● **What is expected**
Where the word "zdjęć" shows up in a line below, that line is counted. State how many lines are counted, without any other words.

● **Task inputs**
· · · · · · ·

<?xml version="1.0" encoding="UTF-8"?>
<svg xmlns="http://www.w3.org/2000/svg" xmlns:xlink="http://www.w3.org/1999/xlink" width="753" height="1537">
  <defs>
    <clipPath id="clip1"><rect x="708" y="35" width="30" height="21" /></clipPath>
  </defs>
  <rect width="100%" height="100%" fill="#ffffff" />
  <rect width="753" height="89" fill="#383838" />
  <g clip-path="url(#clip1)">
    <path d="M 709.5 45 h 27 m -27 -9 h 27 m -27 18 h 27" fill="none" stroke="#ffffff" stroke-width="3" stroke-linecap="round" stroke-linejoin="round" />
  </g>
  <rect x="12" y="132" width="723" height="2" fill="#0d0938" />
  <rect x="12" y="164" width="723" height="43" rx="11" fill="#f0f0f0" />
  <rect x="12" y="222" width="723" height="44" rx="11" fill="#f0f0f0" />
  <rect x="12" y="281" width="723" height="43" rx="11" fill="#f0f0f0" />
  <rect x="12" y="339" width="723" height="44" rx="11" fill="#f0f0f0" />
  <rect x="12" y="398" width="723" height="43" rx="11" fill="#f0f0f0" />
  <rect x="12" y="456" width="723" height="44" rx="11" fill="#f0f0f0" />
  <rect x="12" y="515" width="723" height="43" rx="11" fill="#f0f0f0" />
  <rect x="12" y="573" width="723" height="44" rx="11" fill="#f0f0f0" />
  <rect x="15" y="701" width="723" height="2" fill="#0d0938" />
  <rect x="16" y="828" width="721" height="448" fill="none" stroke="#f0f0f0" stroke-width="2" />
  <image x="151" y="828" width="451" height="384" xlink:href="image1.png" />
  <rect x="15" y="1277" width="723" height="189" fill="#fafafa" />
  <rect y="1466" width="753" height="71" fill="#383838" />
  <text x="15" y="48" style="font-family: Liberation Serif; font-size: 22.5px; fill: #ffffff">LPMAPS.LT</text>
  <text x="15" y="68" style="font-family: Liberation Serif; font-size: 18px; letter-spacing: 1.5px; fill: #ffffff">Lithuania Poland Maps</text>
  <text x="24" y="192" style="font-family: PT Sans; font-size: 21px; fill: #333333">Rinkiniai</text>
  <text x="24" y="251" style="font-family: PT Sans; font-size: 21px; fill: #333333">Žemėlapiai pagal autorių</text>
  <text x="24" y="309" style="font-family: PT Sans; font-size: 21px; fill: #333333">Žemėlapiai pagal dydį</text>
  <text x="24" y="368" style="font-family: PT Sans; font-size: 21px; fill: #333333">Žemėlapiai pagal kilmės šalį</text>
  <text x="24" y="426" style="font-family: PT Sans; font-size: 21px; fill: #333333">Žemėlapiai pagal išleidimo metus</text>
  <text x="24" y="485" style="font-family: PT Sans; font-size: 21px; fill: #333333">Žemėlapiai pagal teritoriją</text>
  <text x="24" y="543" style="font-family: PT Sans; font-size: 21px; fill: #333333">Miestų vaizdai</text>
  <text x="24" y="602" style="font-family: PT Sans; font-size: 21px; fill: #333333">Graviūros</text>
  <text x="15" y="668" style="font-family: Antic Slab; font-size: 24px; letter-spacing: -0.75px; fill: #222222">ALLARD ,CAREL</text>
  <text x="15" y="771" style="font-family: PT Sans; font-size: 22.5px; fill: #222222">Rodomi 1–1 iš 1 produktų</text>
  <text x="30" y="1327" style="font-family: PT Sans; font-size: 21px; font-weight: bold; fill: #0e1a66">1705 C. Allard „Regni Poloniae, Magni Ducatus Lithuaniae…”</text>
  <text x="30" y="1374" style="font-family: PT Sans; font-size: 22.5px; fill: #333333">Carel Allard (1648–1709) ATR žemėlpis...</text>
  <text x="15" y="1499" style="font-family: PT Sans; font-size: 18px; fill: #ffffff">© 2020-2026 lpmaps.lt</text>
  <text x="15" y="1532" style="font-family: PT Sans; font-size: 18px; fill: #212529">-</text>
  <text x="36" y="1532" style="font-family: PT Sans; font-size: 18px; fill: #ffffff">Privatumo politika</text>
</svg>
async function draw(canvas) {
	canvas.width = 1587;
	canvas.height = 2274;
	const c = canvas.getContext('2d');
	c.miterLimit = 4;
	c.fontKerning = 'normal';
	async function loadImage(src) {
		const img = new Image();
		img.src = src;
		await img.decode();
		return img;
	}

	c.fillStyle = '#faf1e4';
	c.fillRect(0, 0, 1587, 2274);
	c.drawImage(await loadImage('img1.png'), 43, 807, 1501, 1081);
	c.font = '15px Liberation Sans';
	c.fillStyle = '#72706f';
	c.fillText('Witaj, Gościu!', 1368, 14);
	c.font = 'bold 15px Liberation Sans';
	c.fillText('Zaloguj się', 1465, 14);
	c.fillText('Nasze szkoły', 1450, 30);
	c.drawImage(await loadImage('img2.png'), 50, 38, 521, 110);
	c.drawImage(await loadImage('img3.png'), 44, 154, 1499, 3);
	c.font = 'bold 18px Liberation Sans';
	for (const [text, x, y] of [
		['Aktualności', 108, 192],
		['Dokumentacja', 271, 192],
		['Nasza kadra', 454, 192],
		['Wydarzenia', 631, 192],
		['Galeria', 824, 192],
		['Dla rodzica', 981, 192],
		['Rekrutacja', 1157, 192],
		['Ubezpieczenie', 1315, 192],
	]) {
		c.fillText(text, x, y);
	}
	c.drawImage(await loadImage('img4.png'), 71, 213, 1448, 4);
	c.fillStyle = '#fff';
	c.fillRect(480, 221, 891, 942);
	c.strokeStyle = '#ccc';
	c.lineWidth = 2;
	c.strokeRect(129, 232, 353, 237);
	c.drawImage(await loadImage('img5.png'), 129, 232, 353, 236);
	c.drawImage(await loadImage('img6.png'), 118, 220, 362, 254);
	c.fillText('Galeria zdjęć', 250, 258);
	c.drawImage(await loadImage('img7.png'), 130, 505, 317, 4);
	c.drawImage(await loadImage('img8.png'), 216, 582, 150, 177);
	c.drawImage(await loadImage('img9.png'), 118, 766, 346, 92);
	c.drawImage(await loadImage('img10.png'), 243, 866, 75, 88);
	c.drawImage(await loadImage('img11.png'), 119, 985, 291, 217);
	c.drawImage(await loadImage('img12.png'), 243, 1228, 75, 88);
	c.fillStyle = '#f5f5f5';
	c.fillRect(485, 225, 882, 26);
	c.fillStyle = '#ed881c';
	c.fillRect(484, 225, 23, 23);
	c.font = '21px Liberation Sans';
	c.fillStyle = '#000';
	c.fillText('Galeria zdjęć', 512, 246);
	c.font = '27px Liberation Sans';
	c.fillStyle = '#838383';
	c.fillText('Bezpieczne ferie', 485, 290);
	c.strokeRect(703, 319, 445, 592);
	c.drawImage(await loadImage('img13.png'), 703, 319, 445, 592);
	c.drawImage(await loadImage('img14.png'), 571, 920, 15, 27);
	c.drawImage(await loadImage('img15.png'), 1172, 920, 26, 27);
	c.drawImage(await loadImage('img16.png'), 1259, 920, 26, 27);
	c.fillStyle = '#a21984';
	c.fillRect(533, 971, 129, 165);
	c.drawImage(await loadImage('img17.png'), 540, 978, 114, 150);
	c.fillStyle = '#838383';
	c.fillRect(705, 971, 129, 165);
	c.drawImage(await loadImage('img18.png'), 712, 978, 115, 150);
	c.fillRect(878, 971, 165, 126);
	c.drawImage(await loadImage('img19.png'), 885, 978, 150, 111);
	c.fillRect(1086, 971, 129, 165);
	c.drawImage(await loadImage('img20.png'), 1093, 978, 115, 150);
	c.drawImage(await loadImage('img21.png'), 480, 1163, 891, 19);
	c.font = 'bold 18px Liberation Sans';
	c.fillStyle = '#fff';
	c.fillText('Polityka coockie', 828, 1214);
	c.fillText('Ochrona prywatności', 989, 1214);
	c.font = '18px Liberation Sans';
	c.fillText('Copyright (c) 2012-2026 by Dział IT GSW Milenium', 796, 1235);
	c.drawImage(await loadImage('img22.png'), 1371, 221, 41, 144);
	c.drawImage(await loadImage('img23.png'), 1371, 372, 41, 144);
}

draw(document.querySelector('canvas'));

· · · · · · ·

● **Task response**
2